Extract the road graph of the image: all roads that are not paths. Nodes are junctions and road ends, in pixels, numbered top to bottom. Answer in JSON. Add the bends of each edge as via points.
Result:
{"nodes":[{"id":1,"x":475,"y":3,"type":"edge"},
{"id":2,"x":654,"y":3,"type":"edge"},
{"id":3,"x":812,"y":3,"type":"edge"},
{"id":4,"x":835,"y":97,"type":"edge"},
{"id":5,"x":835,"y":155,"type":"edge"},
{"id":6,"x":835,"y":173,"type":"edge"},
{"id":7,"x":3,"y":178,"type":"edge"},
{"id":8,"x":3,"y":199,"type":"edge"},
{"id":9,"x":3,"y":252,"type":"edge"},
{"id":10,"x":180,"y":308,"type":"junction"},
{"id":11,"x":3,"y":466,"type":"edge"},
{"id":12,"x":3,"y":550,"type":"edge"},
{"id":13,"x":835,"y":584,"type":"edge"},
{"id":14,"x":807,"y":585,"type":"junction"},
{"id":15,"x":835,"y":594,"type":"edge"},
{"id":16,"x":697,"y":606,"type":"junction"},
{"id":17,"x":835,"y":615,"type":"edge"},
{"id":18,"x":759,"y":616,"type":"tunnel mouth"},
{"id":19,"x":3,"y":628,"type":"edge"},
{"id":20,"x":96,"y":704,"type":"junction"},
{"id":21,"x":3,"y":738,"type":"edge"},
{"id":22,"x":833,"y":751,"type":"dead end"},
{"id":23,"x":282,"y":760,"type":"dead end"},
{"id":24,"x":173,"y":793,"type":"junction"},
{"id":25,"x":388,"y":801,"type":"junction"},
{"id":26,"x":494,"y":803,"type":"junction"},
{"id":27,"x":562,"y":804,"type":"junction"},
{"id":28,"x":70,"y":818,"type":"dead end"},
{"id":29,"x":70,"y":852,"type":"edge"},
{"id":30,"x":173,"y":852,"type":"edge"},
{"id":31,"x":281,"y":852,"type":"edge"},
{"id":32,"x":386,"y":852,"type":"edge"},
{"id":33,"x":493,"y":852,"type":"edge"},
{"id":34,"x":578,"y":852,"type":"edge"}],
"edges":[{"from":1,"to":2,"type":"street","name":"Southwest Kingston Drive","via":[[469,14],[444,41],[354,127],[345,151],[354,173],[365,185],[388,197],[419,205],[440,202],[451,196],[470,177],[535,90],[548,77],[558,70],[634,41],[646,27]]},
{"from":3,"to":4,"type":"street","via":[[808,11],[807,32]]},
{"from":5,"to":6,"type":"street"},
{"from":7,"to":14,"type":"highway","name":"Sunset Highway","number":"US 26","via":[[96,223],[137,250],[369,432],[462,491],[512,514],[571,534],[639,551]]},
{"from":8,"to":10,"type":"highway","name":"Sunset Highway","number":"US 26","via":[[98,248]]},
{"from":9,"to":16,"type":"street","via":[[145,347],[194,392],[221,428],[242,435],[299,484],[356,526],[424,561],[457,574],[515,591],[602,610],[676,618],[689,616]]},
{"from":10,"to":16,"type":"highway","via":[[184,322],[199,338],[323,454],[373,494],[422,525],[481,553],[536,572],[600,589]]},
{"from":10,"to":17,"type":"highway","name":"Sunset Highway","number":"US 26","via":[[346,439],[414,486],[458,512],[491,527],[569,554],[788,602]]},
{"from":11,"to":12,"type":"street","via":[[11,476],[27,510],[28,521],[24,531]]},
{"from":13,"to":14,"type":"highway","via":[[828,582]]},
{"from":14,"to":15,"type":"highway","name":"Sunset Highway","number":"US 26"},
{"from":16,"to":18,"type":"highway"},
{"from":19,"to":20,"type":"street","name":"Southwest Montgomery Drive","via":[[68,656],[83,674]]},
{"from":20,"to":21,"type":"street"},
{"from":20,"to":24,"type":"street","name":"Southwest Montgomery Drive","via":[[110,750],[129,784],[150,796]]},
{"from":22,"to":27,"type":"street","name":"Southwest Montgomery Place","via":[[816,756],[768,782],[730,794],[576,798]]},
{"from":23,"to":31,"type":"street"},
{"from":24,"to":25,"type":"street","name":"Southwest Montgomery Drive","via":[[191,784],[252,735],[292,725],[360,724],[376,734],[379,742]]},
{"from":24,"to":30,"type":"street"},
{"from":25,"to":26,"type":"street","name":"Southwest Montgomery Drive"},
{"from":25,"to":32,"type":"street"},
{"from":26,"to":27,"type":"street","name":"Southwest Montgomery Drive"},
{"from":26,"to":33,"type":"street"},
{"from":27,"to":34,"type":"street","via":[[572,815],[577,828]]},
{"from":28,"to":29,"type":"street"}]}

» What to do
For every line in the data above that holds "dead", return the line itself.

» Reply to the task
{"id":22,"x":833,"y":751,"type":"dead end"},
{"id":23,"x":282,"y":760,"type":"dead end"},
{"id":28,"x":70,"y":818,"type":"dead end"},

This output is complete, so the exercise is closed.